I have been using bag rock salt and just got a spreader to handle bulk so now I need to know where to buy it. We are in the Patchogue area and would like someone close by. 
Any help would be appreciated, Thanks


----------



## Joe cement (Feb 3, 2011)

you should try omni off of route 110 in farmingdale


----------



## plowinli (Dec 18, 2007)

Thanks, I'll give them a shout, but I was looking for someone closer to me further out on the Island around exit 64 on the LIE


----------



## Stan (Nov 28, 2003)

If your a legit company, Bissett nursery has salt sand which is a 20% salt ratio.
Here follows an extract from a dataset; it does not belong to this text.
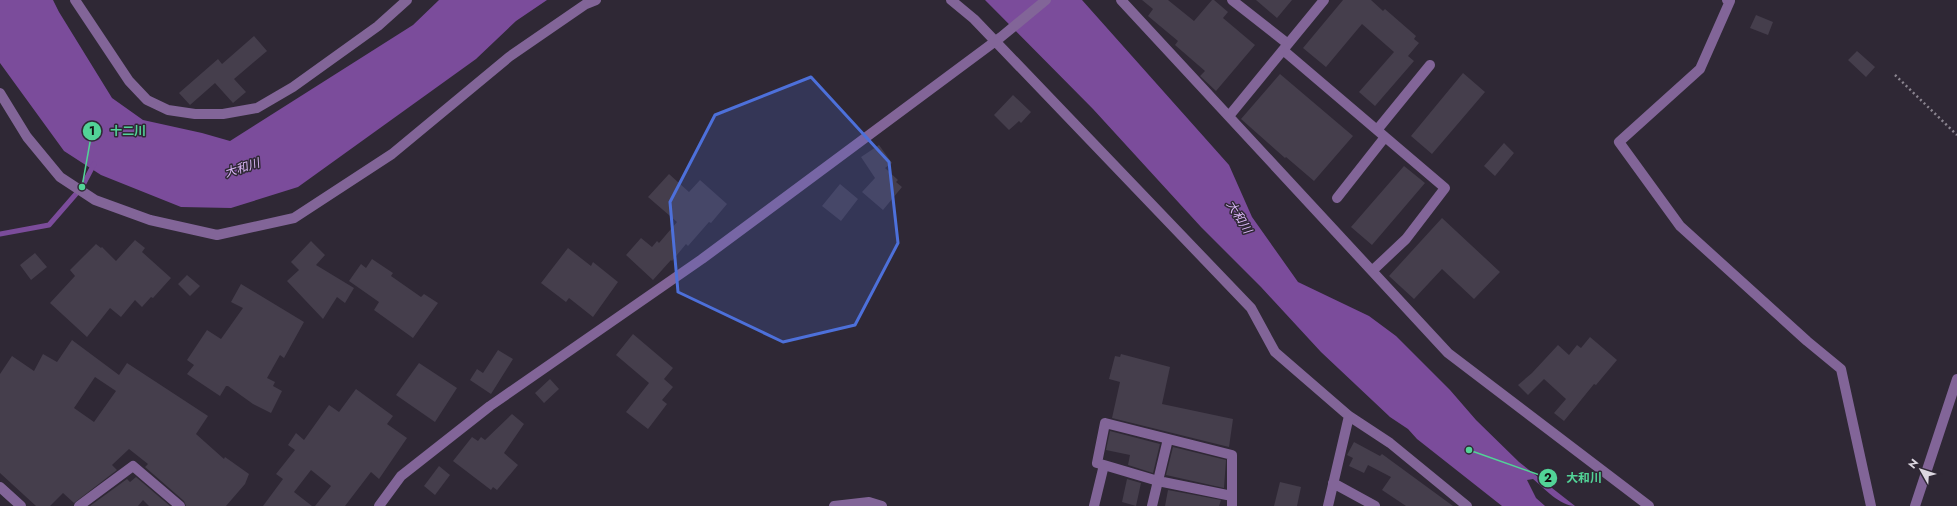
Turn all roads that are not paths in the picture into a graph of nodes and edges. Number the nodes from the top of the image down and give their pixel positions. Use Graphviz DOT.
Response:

Not sure if they sell salt but would assume so.


----------



## plowinli (Dec 18, 2007)

Thanks for the suggestion but I have already checked with bissett and the only have salt sand and I'm looking for bulk salt closer supplier to me. So far the two closest are West Babylon to the west and Riverhead to the east. I get my salt sand from GTS in Holbrook because I like their salt sand better than Bissett's.


----------



## Stan (Nov 28, 2003)

plowinli;1232031 said:


> Thanks for the suggestion but I have already checked with bissett and the only have salt sand and I'm looking for bulk salt closer supplier to me. So far the two closest are West Babylon to the west and Riverhead to the east. I get my salt sand from GTS in Holbrook because I like their salt sand better than Bissett's.


What's GTS' mix ratio?


----------



## plowinli (Dec 18, 2007)

Stan;1233401 said:


> What's GTS' mix ratio?


20% same as bissett but I just prefer GTS, long time customer in and out no waiting


----------



## Chris249 (Jan 30, 2011)

plowinli, where did you find it in riverhead?


----------



## plowinli (Dec 18, 2007)

Nu Green Landscaping 369-6319 talk to Joe or Brian


----------



## Stan (Nov 28, 2003)

plowinli;1233884 said:


> Nu Green Landscaping 369-6319 talk to Joe or Brian


They actually have magic salt. Right off Reeves ave


----------



## Stan (Nov 28, 2003)

Chris249;1233797 said:


> plowinli, where did you find it in riverhead?


If your in a pinch and your customer base is in E.H. you may want to try Don Mahoney. He usually keeps a stock pile for his own accounts/trucks.


----------



## Chris249 (Jan 30, 2011)

Thanks, I have enough for now but am always looking for options. I had actually just contacted NuGreen the other day.


----------